Herrin Mine Murders
November 26, 2009 by Flapper
Filed under Law and Order
THE HERRIN MURDERS
Two months after the atrocious wholesale murder of workers in and about the Herrin mines the course of justice has proceeded so far as to obtain from a Grand Jury one individual indictment, that of Otis Clark, a union miner, charged with the murder of Mr. C. K. McDowell, superintendent of the Lester Mine-a crippled man who was first beaten up and then deliberately shot after surrender.
What really happened in Herrin was the result of a conspiracy to murder entered into by a considerable number of men. If possible, indictments should be procured on this basis. Inadequate as the results so far attained seem, it is a tribute to the courage and insistence of the Illinois Attorney-General, Edward J. Brundage, that even one man faces trial. He has been threatened with political ruin for insisting that Illinois should free itself from the disgrace of letting lawlessness and murder go unpunished. Whatever happens or fails to happen, he at least has done his duty.

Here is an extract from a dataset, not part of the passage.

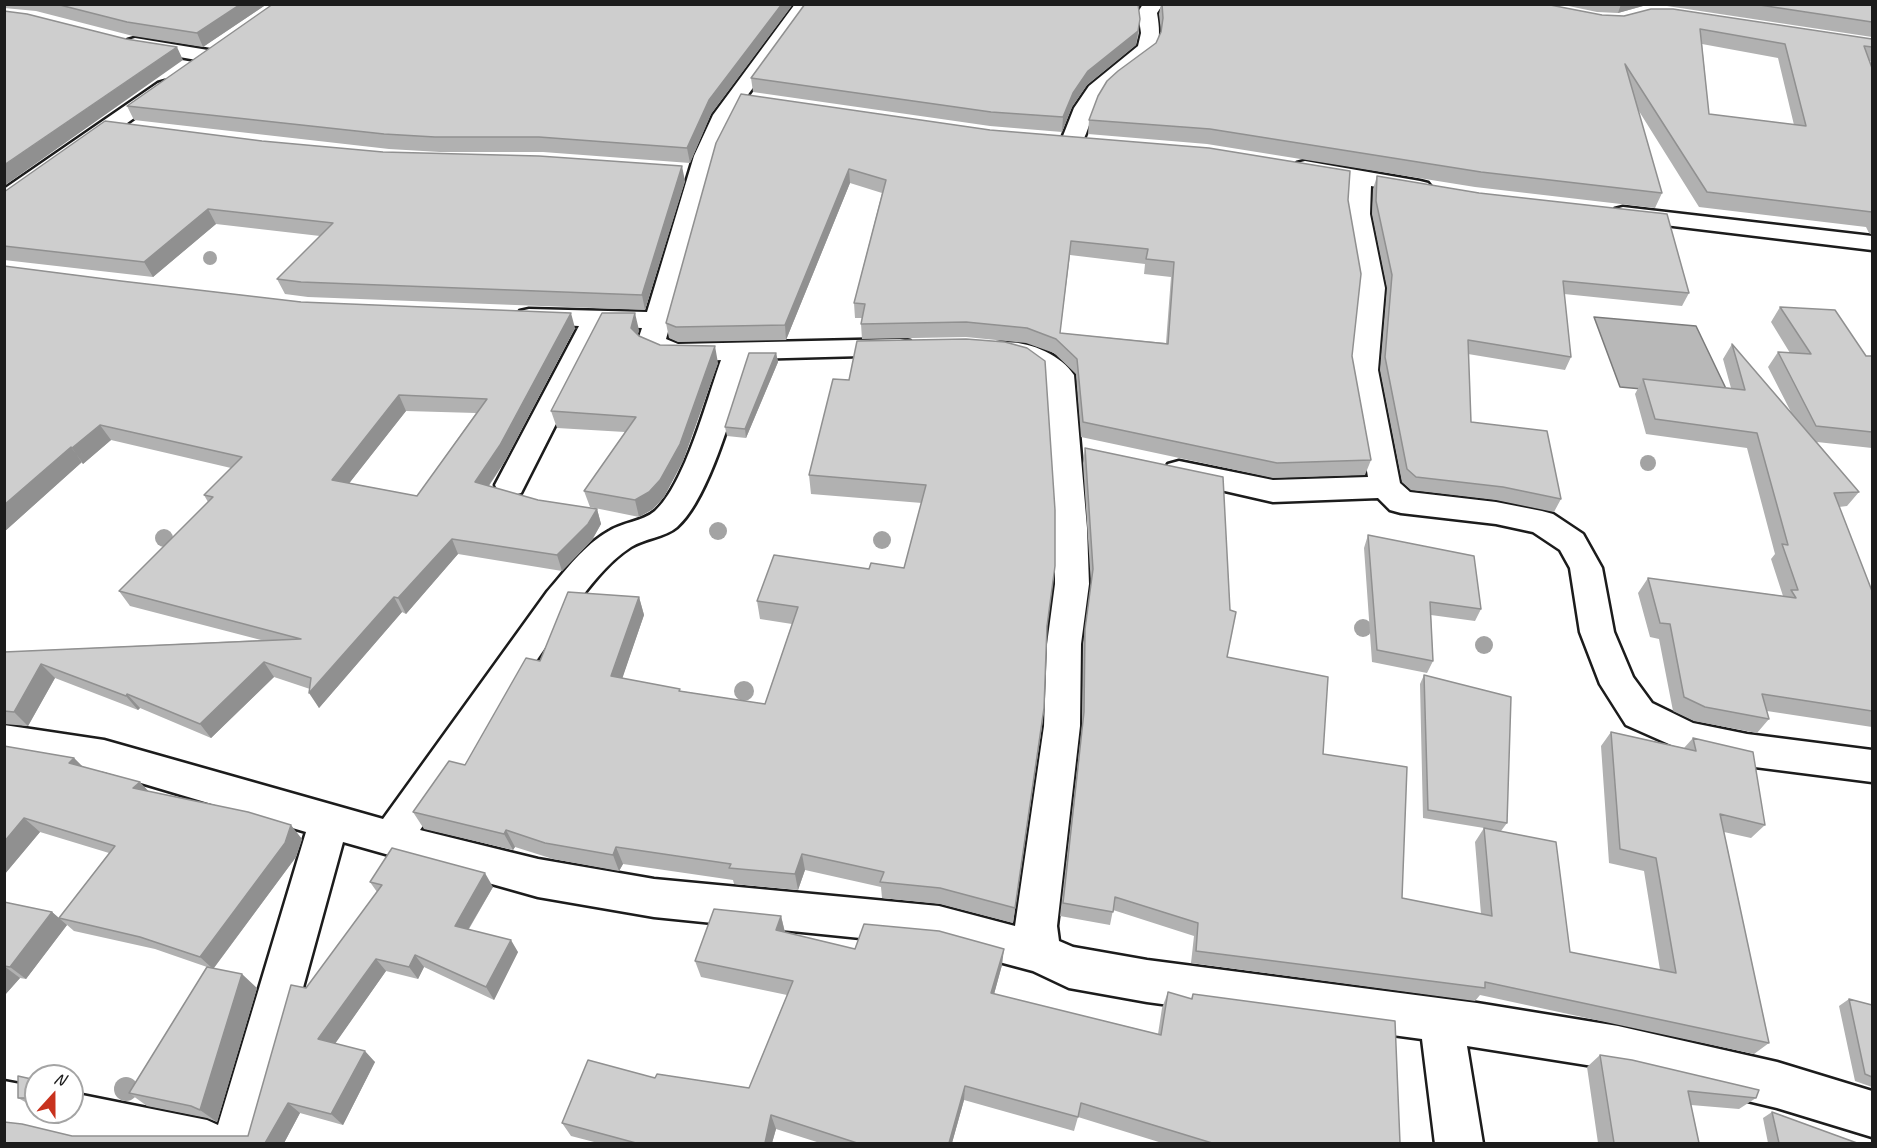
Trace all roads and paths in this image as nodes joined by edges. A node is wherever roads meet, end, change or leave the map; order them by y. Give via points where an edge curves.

The head of the Illinois miners’ union, Frank Farrington, declares that the union will defend all members indicted by every possible means and that he appreciates the “magnitude of the agitation which is Nation-wide for convictions.” No one is “agitating” for conviction of innocent men, but otherwise Mr. Farrington is right. The country is watching Herrin; it knows that a great crime was committed; it will not be content until the guilty are brought to justice.